There is a lot to dislike about LHINs. They are essentially a layer of middle management with nothing to manage. Their boards are larded down with political cronies. They spend way too much on bogus consultations. They are often undemocratic.
But to suggest that scrapping them is going to improve the health system, or save a lot of money, is illusory. The 14 LHINs have only about 400 employees in total, compared with more than 4,000 in the Ministry of Health and Long Term Care. The total budget for LHINs is $68-million.
Yes, LHINs, in their current form, are ineffectual.
But is scrapping them the only answer? What if LHINs were given real authority and spending power? If you are worried about excessive bureaucracy, why not eliminate the overlap with hospital boards and CCACs?
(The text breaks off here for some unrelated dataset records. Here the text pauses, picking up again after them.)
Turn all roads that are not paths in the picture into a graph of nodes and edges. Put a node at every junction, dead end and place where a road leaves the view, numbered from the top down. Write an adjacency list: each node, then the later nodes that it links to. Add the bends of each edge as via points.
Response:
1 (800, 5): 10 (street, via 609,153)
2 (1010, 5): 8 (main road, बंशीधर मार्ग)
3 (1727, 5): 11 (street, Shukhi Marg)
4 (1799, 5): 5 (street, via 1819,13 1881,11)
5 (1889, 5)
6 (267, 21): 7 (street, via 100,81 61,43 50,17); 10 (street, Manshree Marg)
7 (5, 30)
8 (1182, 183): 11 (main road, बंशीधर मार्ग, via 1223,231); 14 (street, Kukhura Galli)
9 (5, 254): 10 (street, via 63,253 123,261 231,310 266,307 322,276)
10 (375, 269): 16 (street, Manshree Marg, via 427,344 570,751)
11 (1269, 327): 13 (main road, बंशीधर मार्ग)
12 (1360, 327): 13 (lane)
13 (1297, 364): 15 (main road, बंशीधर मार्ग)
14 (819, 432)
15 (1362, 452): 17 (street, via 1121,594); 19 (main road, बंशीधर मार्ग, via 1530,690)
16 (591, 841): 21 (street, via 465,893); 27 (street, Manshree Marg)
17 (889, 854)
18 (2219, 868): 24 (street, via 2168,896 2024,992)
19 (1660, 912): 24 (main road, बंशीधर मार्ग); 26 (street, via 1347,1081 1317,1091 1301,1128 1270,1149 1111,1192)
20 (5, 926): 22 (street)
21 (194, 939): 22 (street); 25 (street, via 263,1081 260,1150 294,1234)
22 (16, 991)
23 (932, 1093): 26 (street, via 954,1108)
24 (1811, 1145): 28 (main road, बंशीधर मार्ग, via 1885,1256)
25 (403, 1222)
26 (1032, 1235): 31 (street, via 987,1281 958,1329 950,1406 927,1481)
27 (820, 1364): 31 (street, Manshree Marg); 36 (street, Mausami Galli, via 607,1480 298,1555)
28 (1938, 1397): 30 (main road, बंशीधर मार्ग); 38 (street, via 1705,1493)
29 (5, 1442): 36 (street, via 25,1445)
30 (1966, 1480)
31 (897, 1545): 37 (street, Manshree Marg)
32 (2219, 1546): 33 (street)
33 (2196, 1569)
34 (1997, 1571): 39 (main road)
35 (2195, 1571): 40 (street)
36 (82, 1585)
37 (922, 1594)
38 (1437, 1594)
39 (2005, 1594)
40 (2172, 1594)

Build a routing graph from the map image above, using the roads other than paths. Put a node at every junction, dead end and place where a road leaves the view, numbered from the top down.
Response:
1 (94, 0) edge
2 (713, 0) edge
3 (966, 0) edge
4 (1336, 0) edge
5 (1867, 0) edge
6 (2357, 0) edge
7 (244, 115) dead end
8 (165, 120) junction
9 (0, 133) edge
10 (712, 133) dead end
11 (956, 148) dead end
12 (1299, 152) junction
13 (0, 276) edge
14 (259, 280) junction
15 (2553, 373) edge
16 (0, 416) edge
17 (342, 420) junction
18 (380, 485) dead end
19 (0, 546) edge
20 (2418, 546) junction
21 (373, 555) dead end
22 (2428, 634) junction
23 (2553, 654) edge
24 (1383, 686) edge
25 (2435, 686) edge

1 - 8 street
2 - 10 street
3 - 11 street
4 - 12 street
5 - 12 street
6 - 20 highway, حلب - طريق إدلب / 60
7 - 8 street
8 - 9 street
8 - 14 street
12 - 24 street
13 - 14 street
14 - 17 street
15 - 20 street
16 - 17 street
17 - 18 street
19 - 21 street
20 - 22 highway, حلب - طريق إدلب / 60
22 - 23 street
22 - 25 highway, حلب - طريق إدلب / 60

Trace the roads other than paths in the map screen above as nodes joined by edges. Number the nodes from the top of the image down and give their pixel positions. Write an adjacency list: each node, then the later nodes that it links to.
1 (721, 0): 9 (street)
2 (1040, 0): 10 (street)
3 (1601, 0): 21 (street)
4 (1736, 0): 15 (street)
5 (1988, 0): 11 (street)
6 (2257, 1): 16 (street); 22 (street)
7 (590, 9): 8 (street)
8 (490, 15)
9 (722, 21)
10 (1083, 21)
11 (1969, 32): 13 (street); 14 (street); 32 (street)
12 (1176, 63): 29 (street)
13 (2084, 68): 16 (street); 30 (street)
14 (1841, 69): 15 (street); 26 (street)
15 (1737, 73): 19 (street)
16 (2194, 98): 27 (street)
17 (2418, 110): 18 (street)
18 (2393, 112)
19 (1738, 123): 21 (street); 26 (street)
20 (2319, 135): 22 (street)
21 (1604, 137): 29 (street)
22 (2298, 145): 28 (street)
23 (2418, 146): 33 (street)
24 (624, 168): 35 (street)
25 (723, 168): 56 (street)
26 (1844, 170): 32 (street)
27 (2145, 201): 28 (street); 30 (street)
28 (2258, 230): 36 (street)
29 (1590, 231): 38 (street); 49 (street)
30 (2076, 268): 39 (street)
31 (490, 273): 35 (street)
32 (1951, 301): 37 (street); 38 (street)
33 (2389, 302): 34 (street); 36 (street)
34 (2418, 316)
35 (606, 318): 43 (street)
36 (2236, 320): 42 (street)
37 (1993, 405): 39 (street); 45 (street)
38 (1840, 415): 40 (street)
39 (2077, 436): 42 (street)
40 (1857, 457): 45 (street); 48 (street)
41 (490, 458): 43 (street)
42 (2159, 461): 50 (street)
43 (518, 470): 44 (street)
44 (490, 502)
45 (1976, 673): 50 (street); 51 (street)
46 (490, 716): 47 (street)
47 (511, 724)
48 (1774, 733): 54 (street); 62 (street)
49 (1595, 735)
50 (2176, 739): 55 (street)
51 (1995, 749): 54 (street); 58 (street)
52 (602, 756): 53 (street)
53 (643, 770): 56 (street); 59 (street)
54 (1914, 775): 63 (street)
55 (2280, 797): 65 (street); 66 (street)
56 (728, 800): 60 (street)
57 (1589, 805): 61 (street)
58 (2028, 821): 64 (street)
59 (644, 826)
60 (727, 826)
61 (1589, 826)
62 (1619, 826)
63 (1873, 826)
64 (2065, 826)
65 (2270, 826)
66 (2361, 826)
Why not take an axe to the ministry itself?
The two harshest critics, Conservative Leader Tim Hudak and NDP boss Andrea Horwath, have both said they will take the money spent on LHINs and put it directly into patient care.
Sorry, but that’s hollow rhetoric. Do they honestly believe that a health-care system can magically manage itself? There needs to be an administrative apparatus. The question is: What should it look like?
What we need to hear from Ontario politicians is what they are proposing as an alternative to LHINs. That should be the central health-care debate.
Do we want the system in which administrative power is centralized in the Ministry of Health and Long Term Care in Toronto? Or do we want a highly decentralized system in which regional authorities have real power?
Ontario has to do decide if it wants to continue to have a health system in which decisional and spending power is concentrated in hospitals or whether it wants regional authorities – called LHINs or something else – that determine the right mix of spending among institutional care, community care, prevention programs and so on.
The fundamental problem is that Ontario has tried to do all these things simultaneously. The result is a bloated bureaucracy with no clear lines of responsibility. The reality is that the province’s regionalization efforts have, at best, been half-assed. LHINs are not the problem, they are a symptom of a much larger problem.
Good governance and stewardship are essential – in the public and private sector alike. And in health care, we have taken these fundamental matters for granted. We lurch from problem to problem, in perpetual crisis-management mode, and that is why our system is adrift.
Planning and management should not be dirty words. And those who want to lead the government should articulate their vision of how that system should be run.
“Scrap LHINs” is not a vision; it’s a cop-out.